• [PROBLEM TO SOLVE] Please restate word for word only the lines that start at the one containing "I need the junctions and links of the" and continue to the final line of the material.
☆ ☆ ☆
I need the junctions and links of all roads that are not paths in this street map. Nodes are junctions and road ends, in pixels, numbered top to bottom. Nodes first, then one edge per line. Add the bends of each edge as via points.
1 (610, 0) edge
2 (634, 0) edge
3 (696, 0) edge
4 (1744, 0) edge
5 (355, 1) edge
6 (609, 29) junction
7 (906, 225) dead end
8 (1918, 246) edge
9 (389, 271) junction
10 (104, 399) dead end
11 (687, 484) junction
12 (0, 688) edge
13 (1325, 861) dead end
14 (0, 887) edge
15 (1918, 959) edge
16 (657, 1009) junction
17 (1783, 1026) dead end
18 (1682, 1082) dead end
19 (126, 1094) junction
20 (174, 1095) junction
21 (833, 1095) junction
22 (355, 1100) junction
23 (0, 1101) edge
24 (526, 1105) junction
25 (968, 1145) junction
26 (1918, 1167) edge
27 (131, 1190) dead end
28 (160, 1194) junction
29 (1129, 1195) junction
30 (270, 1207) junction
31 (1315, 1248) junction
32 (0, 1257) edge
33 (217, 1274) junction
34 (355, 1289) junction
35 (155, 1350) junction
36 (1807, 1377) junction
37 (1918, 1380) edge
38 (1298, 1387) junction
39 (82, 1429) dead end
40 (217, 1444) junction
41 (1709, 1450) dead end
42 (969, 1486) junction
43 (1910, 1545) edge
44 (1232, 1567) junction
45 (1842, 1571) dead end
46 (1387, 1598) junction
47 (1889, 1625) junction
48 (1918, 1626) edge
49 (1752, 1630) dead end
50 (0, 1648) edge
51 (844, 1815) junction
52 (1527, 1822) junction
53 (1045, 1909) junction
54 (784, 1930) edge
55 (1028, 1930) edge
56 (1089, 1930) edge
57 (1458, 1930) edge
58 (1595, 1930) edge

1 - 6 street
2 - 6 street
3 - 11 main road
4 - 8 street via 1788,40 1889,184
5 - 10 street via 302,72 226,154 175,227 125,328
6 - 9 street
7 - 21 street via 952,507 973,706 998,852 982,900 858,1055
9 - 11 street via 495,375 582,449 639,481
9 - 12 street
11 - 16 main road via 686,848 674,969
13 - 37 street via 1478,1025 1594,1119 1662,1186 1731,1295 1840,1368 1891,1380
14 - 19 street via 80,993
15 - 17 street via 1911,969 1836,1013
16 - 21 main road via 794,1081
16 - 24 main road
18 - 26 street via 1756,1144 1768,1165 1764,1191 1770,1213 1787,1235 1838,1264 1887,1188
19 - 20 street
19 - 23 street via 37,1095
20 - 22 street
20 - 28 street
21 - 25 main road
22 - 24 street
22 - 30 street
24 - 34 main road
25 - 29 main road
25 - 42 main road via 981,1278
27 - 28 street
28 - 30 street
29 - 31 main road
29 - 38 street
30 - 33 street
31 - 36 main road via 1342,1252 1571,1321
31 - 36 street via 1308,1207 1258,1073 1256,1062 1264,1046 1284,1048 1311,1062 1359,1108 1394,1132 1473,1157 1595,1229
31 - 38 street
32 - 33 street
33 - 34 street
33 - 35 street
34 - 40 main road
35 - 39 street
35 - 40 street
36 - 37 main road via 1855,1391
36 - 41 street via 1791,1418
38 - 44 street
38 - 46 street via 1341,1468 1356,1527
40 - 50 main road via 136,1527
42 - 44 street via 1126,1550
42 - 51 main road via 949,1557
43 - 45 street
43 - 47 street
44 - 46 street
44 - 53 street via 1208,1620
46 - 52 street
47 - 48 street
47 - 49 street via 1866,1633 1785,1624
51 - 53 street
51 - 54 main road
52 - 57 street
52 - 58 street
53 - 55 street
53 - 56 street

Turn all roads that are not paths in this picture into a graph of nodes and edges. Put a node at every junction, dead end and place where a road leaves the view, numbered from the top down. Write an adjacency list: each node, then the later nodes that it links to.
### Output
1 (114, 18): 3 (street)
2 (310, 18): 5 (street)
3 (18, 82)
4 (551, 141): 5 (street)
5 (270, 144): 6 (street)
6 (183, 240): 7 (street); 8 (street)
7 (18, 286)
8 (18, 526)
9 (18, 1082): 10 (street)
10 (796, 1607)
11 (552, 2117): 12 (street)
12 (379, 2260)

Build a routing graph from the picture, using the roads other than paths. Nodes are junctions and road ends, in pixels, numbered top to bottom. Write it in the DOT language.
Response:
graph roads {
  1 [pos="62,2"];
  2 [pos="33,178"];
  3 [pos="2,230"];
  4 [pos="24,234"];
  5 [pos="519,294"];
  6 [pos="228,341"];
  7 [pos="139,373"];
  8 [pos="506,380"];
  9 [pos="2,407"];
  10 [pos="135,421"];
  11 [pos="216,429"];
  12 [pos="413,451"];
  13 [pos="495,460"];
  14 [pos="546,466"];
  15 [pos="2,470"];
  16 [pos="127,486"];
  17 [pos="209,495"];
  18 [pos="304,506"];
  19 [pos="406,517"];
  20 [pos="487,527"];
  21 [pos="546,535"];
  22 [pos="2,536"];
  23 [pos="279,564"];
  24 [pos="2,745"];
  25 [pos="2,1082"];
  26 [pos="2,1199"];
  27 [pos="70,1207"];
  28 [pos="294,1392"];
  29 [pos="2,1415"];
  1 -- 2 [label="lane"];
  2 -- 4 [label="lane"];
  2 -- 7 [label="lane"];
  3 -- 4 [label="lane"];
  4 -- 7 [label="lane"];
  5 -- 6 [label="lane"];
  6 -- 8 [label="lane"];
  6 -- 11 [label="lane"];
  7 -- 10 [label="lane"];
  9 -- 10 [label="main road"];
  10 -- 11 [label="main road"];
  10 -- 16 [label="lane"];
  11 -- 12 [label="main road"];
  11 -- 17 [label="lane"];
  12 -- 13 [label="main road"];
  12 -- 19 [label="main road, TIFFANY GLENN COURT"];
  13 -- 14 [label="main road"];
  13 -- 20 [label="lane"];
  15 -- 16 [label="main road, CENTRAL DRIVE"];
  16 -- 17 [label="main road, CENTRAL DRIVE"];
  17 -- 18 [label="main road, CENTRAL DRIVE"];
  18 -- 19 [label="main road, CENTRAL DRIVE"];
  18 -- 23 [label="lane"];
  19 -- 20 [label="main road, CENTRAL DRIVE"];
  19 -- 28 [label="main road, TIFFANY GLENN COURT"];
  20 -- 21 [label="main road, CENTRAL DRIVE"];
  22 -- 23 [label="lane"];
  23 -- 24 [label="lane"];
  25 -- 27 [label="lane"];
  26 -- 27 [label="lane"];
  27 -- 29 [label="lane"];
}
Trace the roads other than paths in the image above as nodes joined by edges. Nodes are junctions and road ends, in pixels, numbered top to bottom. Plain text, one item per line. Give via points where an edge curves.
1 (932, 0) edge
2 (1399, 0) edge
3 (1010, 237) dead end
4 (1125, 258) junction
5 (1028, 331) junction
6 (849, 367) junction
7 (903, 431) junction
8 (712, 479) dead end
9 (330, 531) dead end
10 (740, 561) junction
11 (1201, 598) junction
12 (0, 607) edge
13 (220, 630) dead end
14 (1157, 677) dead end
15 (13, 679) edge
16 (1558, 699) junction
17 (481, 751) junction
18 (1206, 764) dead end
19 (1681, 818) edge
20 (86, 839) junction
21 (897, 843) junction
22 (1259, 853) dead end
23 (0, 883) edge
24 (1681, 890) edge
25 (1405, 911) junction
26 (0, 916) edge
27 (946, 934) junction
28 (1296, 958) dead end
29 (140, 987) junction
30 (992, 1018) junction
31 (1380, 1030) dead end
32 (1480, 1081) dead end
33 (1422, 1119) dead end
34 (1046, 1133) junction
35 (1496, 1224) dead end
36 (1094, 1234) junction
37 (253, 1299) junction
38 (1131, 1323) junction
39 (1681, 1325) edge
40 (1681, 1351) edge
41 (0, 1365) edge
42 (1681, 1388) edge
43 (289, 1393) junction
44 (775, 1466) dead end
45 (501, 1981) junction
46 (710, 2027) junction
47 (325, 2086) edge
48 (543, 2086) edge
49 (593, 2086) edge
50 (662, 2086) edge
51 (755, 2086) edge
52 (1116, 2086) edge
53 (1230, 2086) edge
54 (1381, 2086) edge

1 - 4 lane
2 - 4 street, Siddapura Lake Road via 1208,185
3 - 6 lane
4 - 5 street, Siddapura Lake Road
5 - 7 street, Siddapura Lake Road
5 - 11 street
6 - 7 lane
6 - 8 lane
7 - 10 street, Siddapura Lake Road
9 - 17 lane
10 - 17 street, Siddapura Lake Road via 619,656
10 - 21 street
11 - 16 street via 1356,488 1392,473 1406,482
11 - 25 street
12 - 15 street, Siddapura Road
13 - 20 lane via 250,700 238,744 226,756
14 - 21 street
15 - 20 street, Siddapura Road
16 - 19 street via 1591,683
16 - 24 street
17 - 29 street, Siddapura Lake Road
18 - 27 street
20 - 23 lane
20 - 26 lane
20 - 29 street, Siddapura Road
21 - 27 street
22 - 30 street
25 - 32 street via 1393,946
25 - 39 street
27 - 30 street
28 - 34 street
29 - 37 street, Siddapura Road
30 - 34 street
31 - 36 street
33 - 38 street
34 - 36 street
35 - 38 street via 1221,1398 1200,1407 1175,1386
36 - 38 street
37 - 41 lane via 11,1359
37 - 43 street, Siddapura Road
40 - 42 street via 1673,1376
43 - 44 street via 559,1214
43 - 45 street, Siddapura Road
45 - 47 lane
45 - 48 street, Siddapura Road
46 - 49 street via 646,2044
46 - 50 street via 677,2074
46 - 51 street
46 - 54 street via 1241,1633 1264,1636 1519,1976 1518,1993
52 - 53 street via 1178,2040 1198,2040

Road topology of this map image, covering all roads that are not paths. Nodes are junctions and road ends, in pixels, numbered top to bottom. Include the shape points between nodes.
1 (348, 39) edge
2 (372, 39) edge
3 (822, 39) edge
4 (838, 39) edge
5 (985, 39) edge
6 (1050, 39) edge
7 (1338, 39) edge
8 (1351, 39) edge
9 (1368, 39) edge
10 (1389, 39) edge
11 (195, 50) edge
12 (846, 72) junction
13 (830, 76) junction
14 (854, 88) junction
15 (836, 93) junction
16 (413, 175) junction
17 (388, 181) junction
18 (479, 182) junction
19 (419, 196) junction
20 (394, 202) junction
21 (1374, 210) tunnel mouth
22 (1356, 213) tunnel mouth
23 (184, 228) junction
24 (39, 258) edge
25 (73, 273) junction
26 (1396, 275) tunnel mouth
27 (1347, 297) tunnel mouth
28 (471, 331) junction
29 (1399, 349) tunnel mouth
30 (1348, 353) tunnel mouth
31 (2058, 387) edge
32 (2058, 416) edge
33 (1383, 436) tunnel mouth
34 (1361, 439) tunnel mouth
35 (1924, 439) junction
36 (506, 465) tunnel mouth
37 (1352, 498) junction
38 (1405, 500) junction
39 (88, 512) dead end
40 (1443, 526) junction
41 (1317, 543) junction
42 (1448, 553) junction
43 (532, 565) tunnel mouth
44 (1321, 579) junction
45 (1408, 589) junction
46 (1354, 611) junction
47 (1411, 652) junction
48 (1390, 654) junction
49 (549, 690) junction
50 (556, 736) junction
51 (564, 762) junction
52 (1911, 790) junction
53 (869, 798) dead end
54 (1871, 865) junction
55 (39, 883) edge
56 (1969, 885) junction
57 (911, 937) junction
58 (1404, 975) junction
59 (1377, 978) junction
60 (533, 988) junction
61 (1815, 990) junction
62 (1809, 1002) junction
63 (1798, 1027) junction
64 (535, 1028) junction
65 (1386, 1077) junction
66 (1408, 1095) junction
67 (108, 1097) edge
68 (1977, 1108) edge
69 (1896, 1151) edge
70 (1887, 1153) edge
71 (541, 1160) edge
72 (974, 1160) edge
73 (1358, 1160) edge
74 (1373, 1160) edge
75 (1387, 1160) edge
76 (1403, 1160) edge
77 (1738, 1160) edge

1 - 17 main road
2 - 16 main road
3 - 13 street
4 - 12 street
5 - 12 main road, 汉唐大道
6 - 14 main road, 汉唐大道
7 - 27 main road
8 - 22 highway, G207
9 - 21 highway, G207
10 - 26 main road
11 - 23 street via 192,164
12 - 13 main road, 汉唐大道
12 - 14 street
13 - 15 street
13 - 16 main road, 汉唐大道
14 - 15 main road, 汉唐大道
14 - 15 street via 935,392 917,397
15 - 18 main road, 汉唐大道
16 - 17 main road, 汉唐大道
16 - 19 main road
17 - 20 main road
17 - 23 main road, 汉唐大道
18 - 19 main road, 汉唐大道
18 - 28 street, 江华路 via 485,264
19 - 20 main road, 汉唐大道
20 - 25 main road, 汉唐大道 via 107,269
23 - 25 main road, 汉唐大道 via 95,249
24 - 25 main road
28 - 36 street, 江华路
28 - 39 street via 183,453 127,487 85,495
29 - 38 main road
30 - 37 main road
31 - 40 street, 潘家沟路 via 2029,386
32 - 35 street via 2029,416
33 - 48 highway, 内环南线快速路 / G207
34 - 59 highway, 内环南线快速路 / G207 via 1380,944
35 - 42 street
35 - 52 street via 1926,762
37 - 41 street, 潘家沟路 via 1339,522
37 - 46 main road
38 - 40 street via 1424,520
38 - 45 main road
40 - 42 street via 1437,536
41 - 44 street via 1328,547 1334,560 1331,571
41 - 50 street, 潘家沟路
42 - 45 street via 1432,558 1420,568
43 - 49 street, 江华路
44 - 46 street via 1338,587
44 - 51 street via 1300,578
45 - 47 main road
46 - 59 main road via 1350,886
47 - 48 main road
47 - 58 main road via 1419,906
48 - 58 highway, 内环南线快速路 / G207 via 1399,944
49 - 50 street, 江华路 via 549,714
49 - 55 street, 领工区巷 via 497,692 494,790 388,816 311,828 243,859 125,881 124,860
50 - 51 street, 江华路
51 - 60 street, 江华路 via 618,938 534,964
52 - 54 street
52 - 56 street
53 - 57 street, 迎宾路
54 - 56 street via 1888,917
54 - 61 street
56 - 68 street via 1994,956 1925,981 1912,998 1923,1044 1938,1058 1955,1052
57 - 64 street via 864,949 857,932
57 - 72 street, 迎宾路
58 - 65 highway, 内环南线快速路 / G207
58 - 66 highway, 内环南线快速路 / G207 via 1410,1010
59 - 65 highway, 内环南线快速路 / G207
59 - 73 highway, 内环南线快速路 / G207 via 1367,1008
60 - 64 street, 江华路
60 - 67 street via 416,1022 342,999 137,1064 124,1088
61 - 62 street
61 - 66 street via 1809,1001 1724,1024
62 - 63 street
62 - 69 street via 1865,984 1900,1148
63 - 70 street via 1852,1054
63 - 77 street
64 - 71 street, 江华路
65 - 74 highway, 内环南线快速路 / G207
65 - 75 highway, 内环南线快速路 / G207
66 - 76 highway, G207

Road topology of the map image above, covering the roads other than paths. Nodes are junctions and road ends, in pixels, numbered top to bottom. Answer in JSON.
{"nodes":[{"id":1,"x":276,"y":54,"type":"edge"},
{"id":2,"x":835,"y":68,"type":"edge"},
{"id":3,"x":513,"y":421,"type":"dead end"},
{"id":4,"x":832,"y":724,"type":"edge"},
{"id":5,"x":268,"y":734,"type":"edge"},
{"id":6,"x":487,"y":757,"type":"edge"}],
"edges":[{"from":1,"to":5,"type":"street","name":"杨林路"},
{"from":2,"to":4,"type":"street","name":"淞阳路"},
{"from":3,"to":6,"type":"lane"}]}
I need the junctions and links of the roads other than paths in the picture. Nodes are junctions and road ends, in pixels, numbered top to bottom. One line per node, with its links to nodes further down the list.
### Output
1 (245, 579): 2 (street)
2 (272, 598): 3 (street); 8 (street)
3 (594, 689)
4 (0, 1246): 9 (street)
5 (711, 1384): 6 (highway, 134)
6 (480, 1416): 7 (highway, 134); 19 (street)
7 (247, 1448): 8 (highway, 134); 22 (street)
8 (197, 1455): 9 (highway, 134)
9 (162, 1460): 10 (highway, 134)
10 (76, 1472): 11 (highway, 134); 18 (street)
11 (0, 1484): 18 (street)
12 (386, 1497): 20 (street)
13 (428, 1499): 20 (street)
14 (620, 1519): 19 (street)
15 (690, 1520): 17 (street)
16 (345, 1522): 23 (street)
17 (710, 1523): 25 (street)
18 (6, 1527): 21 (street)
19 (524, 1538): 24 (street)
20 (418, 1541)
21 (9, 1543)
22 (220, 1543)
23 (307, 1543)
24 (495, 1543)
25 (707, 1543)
☆ ☆ ☆
• [EXPECTED OUTPUT]
I need the junctions and links of the roads other than paths in the picture. Nodes are junctions and road ends, in pixels, numbered top to bottom. One line per node, with its links to nodes further down the list.
### Output
1 (245, 579): 2 (street)
2 (272, 598): 3 (street); 8 (street)
3 (594, 689)
4 (0, 1246): 9 (street)
5 (711, 1384): 6 (highway, 134)
6 (480, 1416): 7 (highway, 134); 19 (street)
7 (247, 1448): 8 (highway, 134); 22 (street)
8 (197, 1455): 9 (highway, 134)
9 (162, 1460): 10 (highway, 134)
10 (76, 1472): 11 (highway, 134); 18 (street)
11 (0, 1484): 18 (street)
12 (386, 1497): 20 (street)
13 (428, 1499): 20 (street)
14 (620, 1519): 19 (street)
15 (690, 1520): 17 (street)
16 (345, 1522): 23 (street)
17 (710, 1523): 25 (street)
18 (6, 1527): 21 (street)
19 (524, 1538): 24 (street)
20 (418, 1541)
21 (9, 1543)
22 (220, 1543)
23 (307, 1543)
24 (495, 1543)
25 (707, 1543)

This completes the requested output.